* [The problem]: Copy the data below exactly. Any pictures in it should be omitted.
Input data below:
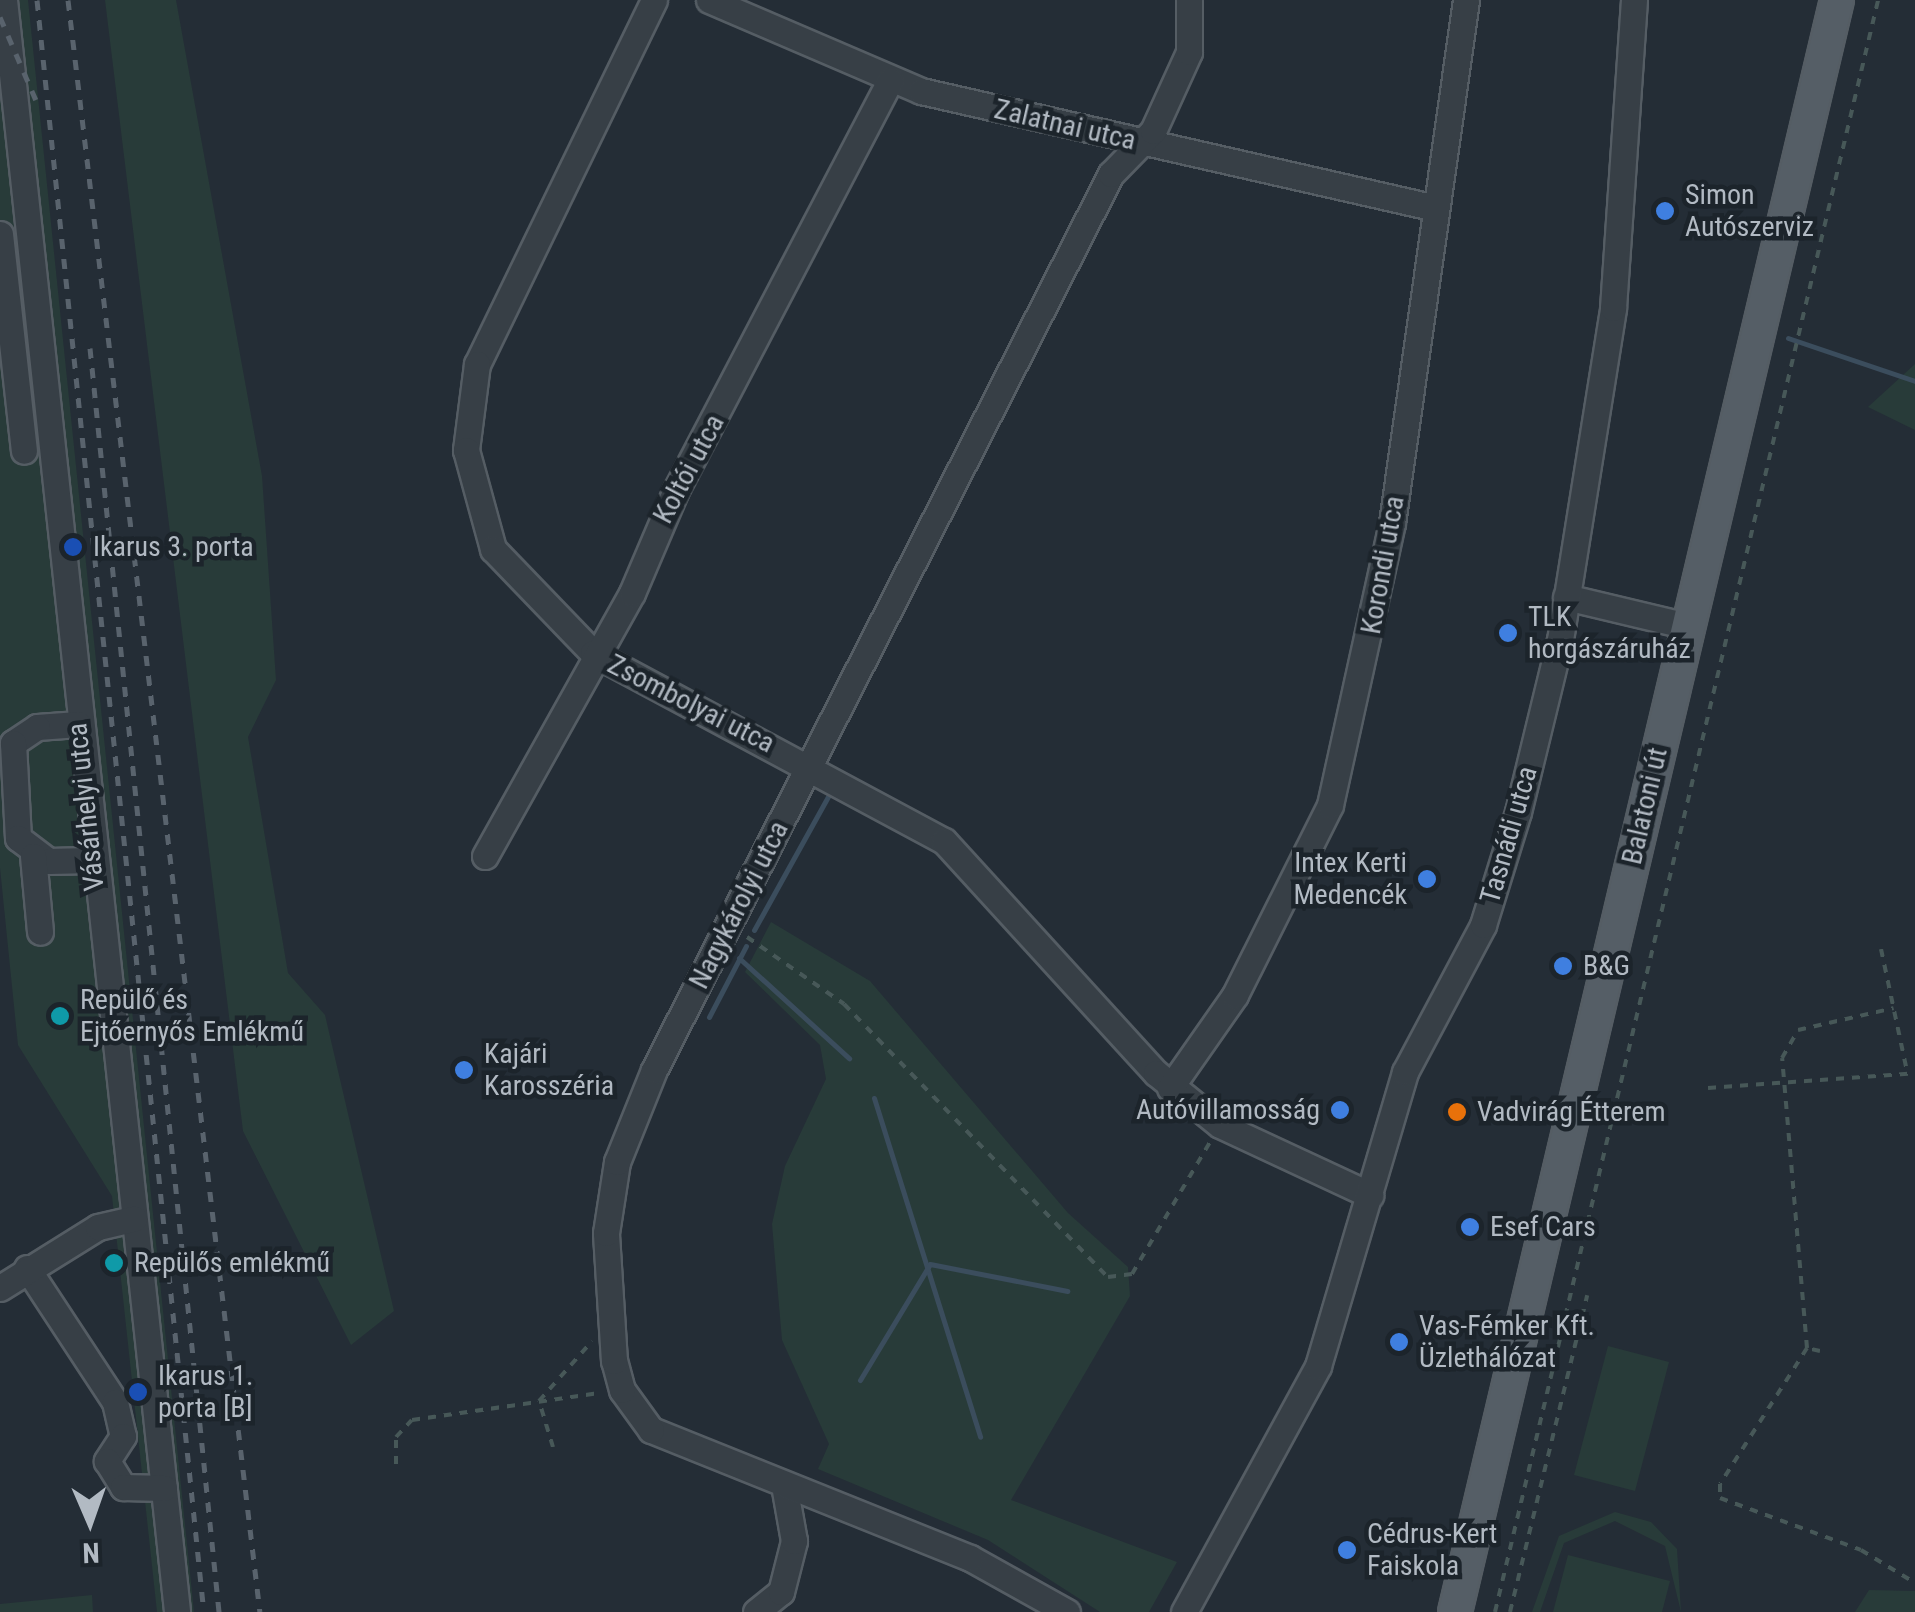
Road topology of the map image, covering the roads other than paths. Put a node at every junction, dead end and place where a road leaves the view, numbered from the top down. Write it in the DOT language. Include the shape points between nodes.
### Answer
graph roads {
  1 [pos="4,0"];
  2 [pos="654,0"];
  3 [pos="708,0"];
  4 [pos="1189,0"];
  5 [pos="1466,0"];
  6 [pos="1634,0"];
  7 [pos="1836,0"];
  8 [pos="890,80"];
  9 [pos="6,96"];
  10 [pos="1142,144"];
  11 [pos="1436,208"];
  12 [pos="0,234"];
  13 [pos="18,448"];
  14 [pos="1566,597"];
  15 [pos="1688,626"];
  16 [pos="594,653"];
  17 [pos="78,724"];
  18 [pos="811,765"];
  19 [pos="33,856"];
  20 [pos="485,856"];
  21 [pos="92,860"];
  22 [pos="40,932"];
  23 [pos="1170,1088"];
  24 [pos="1370,1194"];
  25 [pos="134,1219"];
  26 [pos="27,1268"];
  27 [pos="0,1288"];
  28 [pos="784,1485"];
  29 [pos="164,1488"];
  30 [pos="177,1612"];
  31 [pos="756,1612"];
  32 [pos="1067,1612"];
  33 [pos="1184,1612"];
  34 [pos="1455,1612"];
  1 -- 9 [label="street, Vásárhelyi utca"];
  2 -- 16 [label="street, Zsombolyai utca" via="496,312 468,407 469,486 493,549"];
  3 -- 8 [label="street, Zalatnai utca"];
  4 -- 10 [label="street, Nagykárolyi utca" via="1189,52"];
  5 -- 11 [label="street, Korondi utca"];
  6 -- 14 [label="street, Tasnádi utca" via="1618,269"];
  7 -- 15 [label="main road, Balatoni út"];
  8 -- 10 [label="street, Zalatnai utca"];
  8 -- 16 [label="street, Koltói utca"];
  9 -- 13 [label="street, Vásárhelyi utca"];
  10 -- 11 [label="street, Zalatnai utca"];
  10 -- 18 [label="street, Nagykárolyi utca" via="1111,174"];
  11 -- 23 [label="street, Korondi utca" via="1392,523 1330,805 1234,995"];
  12 -- 13 [label="street"];
  13 -- 17 [label="street, Vásárhelyi utca"];
  14 -- 15 [label="street"];
  14 -- 24 [label="street, Tasnádi utca" via="1494,894 1405,1072"];
  15 -- 34 [label="main road, Balatoni út"];
  16 -- 18 [label="street, Zsombolyai utca"];
  16 -- 20 [label="street, Koltói utca"];
  17 -- 19 [label="street" via="37,727 13,743 18,838"];
  17 -- 21 [label="street, Vásárhelyi utca"];
  18 -- 23 [label="street, Zsombolyai utca" via="904,814 975,868"];
  18 -- 28 [label="street, Nagykárolyi utca" via="617,1162 606,1233 610,1333 622,1390 673,1444"];
  19 -- 21 [label="street"];
  19 -- 22 [label="street"];
  21 -- 25 [label="street, Vásárhelyi utca"];
  23 -- 24 [label="street, Zsombolyai utca" via="1220,1125"];
  24 -- 33 [label="street, Tasnádi utca" via="1310,1382"];
  25 -- 26 [label="street" via="98,1227"];
  25 -- 29 [label="street, Vásárhelyi utca"];
  26 -- 27 [label="street"];
  26 -- 29 [label="street" via="115,1402 123,1436 107,1461 119,1481"];
  28 -- 31 [label="street" via="794,1541 781,1592"];
  28 -- 32 [label="street" via="970,1558"];
  29 -- 30 [label="street, Vásárhelyi utca"];
}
End of Input data.
* [Answer area]:
Road topology of the map image, covering the roads other than paths. Put a node at every junction, dead end and place where a road leaves the view, numbered from the top down. Write it in the DOT language. Include the shape points between nodes.
### Answer
graph roads {
  1 [pos="4,0"];
  2 [pos="654,0"];
  3 [pos="708,0"];
  4 [pos="1189,0"];
  5 [pos="1466,0"];
  6 [pos="1634,0"];
  7 [pos="1836,0"];
  8 [pos="890,80"];
  9 [pos="6,96"];
  10 [pos="1142,144"];
  11 [pos="1436,208"];
  12 [pos="0,234"];
  13 [pos="18,448"];
  14 [pos="1566,597"];
  15 [pos="1688,626"];
  16 [pos="594,653"];
  17 [pos="78,724"];
  18 [pos="811,765"];
  19 [pos="33,856"];
  20 [pos="485,856"];
  21 [pos="92,860"];
  22 [pos="40,932"];
  23 [pos="1170,1088"];
  24 [pos="1370,1194"];
  25 [pos="134,1219"];
  26 [pos="27,1268"];
  27 [pos="0,1288"];
  28 [pos="784,1485"];
  29 [pos="164,1488"];
  30 [pos="177,1612"];
  31 [pos="756,1612"];
  32 [pos="1067,1612"];
  33 [pos="1184,1612"];
  34 [pos="1455,1612"];
  1 -- 9 [label="street, Vásárhelyi utca"];
  2 -- 16 [label="street, Zsombolyai utca" via="496,312 468,407 469,486 493,549"];
  3 -- 8 [label="street, Zalatnai utca"];
  4 -- 10 [label="street, Nagykárolyi utca" via="1189,52"];
  5 -- 11 [label="street, Korondi utca"];
  6 -- 14 [label="street, Tasnádi utca" via="1618,269"];
  7 -- 15 [label="main road, Balatoni út"];
  8 -- 10 [label="street, Zalatnai utca"];
  8 -- 16 [label="street, Koltói utca"];
  9 -- 13 [label="street, Vásárhelyi utca"];
  10 -- 11 [label="street, Zalatnai utca"];
  10 -- 18 [label="street, Nagykárolyi utca" via="1111,174"];
  11 -- 23 [label="street, Korondi utca" via="1392,523 1330,805 1234,995"];
  12 -- 13 [label="street"];
  13 -- 17 [label="street, Vásárhelyi utca"];
  14 -- 15 [label="street"];
  14 -- 24 [label="street, Tasnádi utca" via="1494,894 1405,1072"];
  15 -- 34 [label="main road, Balatoni út"];
  16 -- 18 [label="street, Zsombolyai utca"];
  16 -- 20 [label="street, Koltói utca"];
  17 -- 19 [label="street" via="37,727 13,743 18,838"];
  17 -- 21 [label="street, Vásárhelyi utca"];
  18 -- 23 [label="street, Zsombolyai utca" via="904,814 975,868"];
  18 -- 28 [label="street, Nagykárolyi utca" via="617,1162 606,1233 610,1333 622,1390 673,1444"];
  19 -- 21 [label="street"];
  19 -- 22 [label="street"];
  21 -- 25 [label="street, Vásárhelyi utca"];
  23 -- 24 [label="street, Zsombolyai utca" via="1220,1125"];
  24 -- 33 [label="street, Tasnádi utca" via="1310,1382"];
  25 -- 26 [label="street" via="98,1227"];
  25 -- 29 [label="street, Vásárhelyi utca"];
  26 -- 27 [label="street"];
  26 -- 29 [label="street" via="115,1402 123,1436 107,1461 119,1481"];
  28 -- 31 [label="street" via="794,1541 781,1592"];
  28 -- 32 [label="street" via="970,1558"];
  29 -- 30 [label="street, Vásárhelyi utca"];
}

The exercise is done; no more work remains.